Ella Fitzgerald was dubbed “The First Lady of Song” for her perfect pitch and stunning vocal range. She could sing with a jazz ensemble or a philharmonic orchestra and could mimic every instrument in an orchestra. Ella recorded over 200 albums, sold over forty million albums, won thirteen Grammy awards, and performed twenty-six concerts at Carnegie Hall in New York. She was the most popular female jazz singer in the United States for half a century.
James Gilbert Todd, painter, printmaker, illustrator, and educator, was born in Minneapolis, Minnesota, on October 12, 1937. Todd attended the College of Great Falls, Montana from 1956 to 1959, and then continued his studies at the School of the Art Institute of Chicago and the University of Chicago. Todd received his MFA in painting and printmaking in 1970 from the University of Montana. He taught in Western Germany between 1965 and 1968, but returned to Montana where was Professor of Humanities at the University of Montana from 1971-80, and then Professor of Art from 1980-2000 when he retired. He has lived over forty years in Missoula, Montana in the Northwest Rocky Mountains.

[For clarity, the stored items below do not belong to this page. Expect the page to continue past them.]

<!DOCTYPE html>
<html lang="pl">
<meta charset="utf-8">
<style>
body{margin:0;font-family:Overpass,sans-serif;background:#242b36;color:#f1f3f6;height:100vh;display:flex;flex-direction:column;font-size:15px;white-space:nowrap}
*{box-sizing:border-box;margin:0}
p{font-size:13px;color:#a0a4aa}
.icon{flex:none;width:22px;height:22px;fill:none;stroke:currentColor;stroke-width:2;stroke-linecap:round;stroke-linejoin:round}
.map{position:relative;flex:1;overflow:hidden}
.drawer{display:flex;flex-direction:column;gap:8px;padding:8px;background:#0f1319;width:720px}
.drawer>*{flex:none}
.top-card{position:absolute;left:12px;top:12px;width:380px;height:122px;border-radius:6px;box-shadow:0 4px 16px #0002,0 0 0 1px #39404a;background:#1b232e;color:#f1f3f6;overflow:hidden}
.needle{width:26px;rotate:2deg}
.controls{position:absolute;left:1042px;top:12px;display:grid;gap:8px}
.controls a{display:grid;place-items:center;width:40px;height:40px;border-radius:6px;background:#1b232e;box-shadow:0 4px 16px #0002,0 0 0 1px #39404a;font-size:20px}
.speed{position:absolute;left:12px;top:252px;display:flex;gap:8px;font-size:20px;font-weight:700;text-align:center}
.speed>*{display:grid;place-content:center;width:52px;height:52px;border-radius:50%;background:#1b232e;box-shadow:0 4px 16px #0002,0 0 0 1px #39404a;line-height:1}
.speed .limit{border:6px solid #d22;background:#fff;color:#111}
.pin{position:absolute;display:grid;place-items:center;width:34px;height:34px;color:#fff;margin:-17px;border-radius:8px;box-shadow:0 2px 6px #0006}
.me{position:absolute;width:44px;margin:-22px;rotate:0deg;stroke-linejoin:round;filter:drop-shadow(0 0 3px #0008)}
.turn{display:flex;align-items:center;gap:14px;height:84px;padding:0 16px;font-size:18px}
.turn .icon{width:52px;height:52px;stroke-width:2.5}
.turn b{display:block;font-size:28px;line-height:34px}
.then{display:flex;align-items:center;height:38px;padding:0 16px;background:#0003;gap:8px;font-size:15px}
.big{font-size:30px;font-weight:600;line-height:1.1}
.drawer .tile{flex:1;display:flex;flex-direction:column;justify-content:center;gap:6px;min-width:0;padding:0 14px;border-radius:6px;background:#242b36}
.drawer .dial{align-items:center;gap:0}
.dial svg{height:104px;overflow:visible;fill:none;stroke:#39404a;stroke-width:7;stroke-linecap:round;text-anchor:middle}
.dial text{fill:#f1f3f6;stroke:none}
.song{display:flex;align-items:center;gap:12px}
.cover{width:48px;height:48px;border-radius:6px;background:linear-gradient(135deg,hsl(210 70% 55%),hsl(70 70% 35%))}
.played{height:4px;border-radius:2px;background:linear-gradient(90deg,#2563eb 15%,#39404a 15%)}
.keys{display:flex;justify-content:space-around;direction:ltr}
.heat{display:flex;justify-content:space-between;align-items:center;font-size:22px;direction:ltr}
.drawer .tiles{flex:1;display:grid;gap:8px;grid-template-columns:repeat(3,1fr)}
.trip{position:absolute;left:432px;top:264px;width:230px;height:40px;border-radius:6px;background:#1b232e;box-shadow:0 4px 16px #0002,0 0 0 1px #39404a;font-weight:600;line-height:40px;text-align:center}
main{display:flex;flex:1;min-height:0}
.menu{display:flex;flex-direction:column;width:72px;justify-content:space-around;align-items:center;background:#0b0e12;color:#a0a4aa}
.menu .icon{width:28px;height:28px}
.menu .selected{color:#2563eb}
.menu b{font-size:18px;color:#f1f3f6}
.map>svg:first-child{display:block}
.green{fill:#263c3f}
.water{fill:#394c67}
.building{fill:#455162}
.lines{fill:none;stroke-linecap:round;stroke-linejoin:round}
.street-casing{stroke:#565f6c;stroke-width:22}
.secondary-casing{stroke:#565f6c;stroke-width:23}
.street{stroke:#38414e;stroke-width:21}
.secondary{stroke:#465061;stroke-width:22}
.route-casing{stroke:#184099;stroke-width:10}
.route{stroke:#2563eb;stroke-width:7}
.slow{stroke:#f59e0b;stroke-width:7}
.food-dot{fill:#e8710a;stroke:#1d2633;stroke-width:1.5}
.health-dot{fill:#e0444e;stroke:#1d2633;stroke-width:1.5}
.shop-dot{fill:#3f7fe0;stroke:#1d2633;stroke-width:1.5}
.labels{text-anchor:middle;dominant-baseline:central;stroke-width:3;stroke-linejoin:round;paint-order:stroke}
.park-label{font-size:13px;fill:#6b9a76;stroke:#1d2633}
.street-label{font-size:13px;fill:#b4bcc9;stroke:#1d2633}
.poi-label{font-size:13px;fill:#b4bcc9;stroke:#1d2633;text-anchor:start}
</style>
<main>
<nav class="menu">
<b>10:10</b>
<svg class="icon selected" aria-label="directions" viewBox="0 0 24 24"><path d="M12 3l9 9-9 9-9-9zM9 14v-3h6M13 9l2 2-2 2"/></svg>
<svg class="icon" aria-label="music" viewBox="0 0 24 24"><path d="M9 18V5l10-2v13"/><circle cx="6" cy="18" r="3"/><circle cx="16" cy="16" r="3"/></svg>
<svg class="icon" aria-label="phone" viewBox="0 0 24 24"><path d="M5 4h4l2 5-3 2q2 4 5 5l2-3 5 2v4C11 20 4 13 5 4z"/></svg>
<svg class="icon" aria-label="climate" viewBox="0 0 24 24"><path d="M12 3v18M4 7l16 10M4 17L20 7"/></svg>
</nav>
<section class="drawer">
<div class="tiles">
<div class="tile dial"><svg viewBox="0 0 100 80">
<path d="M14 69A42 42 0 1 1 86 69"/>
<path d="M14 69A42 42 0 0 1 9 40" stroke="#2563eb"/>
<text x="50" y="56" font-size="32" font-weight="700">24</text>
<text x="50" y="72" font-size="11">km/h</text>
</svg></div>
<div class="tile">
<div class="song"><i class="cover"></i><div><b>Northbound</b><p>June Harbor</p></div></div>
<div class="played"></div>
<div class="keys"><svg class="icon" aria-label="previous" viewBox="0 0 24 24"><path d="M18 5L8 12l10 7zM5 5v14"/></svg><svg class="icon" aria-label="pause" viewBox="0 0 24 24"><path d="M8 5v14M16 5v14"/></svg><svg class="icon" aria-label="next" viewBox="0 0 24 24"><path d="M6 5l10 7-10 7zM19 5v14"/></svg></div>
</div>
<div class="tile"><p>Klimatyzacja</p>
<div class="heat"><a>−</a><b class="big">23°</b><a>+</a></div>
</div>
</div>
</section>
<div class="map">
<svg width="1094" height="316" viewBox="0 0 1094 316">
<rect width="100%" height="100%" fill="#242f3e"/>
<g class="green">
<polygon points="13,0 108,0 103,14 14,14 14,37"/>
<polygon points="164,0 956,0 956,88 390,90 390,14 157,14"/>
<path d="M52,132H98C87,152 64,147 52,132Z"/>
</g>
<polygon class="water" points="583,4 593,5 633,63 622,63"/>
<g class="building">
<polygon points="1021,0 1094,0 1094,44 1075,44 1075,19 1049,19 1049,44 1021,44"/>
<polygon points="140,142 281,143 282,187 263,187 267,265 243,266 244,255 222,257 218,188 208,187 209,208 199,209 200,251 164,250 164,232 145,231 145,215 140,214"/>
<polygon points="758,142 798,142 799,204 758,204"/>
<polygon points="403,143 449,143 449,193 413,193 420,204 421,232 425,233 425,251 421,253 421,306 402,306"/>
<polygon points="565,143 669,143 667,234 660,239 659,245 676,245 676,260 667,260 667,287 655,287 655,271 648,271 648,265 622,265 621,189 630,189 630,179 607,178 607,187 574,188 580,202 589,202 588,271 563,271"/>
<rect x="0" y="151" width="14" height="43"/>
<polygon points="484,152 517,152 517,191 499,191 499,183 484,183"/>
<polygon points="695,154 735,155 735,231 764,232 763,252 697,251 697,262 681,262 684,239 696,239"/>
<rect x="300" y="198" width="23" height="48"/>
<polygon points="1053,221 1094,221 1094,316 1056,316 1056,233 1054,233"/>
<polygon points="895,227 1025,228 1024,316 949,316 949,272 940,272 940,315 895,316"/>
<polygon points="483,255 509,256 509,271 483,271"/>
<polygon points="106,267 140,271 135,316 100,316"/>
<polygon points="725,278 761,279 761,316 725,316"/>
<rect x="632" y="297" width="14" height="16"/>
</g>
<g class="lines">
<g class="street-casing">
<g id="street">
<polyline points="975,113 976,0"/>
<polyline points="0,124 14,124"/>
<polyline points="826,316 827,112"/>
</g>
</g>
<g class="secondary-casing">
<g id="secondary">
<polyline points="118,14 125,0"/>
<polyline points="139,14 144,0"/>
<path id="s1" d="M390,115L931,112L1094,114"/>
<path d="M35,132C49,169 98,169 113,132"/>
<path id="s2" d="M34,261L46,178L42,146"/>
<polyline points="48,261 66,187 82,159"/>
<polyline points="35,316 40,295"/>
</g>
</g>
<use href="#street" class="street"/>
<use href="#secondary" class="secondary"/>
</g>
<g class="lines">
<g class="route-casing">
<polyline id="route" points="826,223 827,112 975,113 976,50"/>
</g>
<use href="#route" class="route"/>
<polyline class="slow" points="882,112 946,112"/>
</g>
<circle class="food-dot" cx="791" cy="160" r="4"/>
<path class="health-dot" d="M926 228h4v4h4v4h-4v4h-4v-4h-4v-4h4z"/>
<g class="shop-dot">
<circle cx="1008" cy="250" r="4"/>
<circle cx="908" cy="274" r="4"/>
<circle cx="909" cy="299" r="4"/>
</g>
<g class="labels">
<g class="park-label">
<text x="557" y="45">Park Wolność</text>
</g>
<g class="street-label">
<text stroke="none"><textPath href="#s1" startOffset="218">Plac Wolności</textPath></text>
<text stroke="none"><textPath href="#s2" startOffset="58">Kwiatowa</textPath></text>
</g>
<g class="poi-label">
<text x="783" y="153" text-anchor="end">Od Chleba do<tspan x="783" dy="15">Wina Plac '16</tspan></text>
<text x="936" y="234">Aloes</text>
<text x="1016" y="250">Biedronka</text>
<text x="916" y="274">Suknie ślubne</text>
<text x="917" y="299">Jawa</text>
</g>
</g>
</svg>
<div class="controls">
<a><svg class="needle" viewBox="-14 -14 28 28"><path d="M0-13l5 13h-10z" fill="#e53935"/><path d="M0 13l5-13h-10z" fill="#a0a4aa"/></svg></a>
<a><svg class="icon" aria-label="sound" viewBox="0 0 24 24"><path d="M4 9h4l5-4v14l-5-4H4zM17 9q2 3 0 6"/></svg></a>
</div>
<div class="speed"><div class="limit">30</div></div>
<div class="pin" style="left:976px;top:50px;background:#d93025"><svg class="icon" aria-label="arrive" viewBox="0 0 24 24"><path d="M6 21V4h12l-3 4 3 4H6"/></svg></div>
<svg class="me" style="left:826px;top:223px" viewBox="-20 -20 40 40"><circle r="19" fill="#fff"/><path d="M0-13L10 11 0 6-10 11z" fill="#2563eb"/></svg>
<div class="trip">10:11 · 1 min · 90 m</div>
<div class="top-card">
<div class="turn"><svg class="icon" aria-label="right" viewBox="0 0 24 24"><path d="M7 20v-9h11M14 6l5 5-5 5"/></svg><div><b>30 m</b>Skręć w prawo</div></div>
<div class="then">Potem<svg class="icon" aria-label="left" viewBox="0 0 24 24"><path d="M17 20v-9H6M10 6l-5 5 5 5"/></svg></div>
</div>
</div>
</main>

Todd is a member of the Association Jean Chieze in France, the Wood Engravers Network in the United States, the Society of Wood Engravers and the Royal Society of Painter-Printmakers in the United Kingdom. He illustrated the books, A Radiant Map of the World by Rick Newby, Still Another Day by Pablo Neruda, and Woman Who Lives in the Earth by Swain Wolfe. His work is in the collections of the Montana Museum of Art and Culture; the Montana Historical Society; the Jiangsu Provincial Fine Arts Museum in China; the Honolulu Academy of Fine Arts; the Oaxaca Museum in Mexico; the Regensburg Museum, Germany; and the Ashmolean Museum in Oxford, England.